Up-regulation of fibroblast growth factor 23 gene expression in UMR106 osteoblast-like cells with reduced viability
(2021) Münz, Sina; Feger, Martina; Edemir, Bayram; Föller, Michael
Fibroblast growth factor 23 (FGF23) controls vitamin D and phosphate homeostasis in the kidney and has additional paracrine effects elsewhere. As a biomarker, its plasma concentration is associated with progression of inflammatory, renal, and cardiovascular diseases. Major stimuli of FGF23 synthesis include active vitamin D and inflammation. Antineoplastic chemotherapy treats cancer by inducing cellular damage ultimately favoring cell death (apoptosis and necrosis) and causing inflammation. Our study explored whether chemotherapeutics and other apoptosis inducers impact on Fgf23 expression. Experiments were performed in osteoblast-like UMR106 cells, Fgf23 gene expression and protein synthesis were determined by qRT-PCR and ELISA, respectively.
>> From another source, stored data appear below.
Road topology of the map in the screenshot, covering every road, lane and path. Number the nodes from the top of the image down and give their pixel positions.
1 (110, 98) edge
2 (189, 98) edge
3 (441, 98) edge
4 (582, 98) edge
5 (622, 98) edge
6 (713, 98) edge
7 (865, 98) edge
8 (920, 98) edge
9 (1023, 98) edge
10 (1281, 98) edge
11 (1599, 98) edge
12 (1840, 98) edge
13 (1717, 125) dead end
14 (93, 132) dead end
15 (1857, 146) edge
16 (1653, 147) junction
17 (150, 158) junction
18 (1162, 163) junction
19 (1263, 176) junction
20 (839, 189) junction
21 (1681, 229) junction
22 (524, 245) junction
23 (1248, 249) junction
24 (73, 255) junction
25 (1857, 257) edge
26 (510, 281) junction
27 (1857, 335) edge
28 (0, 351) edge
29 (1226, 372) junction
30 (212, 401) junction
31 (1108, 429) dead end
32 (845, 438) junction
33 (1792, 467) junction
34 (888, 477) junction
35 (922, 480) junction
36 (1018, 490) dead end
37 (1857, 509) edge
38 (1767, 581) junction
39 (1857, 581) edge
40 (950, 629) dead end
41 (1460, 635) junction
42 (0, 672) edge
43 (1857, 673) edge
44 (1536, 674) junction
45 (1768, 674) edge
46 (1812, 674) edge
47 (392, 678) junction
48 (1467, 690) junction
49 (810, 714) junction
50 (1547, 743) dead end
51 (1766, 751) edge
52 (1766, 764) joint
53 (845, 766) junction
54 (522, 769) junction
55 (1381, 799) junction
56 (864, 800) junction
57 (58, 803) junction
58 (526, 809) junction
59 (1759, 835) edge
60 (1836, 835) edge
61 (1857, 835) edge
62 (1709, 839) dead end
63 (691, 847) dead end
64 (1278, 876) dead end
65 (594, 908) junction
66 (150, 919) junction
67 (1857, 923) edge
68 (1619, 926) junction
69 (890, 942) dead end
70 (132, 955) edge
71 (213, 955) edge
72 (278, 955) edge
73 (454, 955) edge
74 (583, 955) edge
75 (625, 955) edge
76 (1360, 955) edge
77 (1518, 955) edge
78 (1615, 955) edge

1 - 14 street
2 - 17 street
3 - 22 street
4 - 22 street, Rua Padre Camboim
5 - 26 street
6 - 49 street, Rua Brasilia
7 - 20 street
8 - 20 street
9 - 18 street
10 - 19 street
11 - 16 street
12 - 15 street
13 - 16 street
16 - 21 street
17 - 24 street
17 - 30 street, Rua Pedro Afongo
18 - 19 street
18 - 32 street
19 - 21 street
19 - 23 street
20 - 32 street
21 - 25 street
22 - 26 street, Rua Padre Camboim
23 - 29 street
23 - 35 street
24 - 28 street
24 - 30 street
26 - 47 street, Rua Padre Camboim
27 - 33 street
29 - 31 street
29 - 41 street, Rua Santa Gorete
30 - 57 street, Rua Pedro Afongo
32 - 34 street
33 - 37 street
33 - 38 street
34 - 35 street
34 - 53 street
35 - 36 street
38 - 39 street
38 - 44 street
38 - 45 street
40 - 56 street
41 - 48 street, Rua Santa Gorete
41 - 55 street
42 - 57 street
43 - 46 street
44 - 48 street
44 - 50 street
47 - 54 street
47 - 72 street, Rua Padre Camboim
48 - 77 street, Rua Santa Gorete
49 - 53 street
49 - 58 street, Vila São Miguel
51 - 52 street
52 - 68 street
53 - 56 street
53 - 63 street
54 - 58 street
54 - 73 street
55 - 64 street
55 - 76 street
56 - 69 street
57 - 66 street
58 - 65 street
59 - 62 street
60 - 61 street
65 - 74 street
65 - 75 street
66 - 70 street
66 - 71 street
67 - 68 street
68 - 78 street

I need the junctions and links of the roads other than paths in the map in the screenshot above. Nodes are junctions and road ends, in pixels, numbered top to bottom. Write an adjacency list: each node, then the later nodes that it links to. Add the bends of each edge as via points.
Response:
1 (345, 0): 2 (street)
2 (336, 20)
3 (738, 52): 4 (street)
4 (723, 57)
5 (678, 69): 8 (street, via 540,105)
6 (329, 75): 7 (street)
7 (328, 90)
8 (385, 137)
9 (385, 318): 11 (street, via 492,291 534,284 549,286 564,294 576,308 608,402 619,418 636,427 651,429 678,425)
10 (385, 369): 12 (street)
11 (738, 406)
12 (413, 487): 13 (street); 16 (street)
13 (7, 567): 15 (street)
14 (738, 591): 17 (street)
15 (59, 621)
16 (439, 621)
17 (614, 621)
Viability was assessed by MTT assay and NFκB activity by Western Blotting. Antineoplastic drugs cisplatin and doxorubicin as well as apoptosis inducers procaspase-activating compound 1 (PAC-1), a caspase 3 activator, and serum depletion up-regulated Fgf23 transcripts while reducing cell proliferation and viability. The effect of cisplatin on Fgf23 transcription was paralleled by Il-6 up-regulation and NFκB activation and attenuated by Il-6 and NFκB signaling inhibitors. To conclude, cell viability-decreasing chemotherapeutics as well as apoptosis stimulants PAC-1 and serum depletion up-regulate Fgf23 gene expression. At least in part, Il-6 and NFκB may contribute to this effect.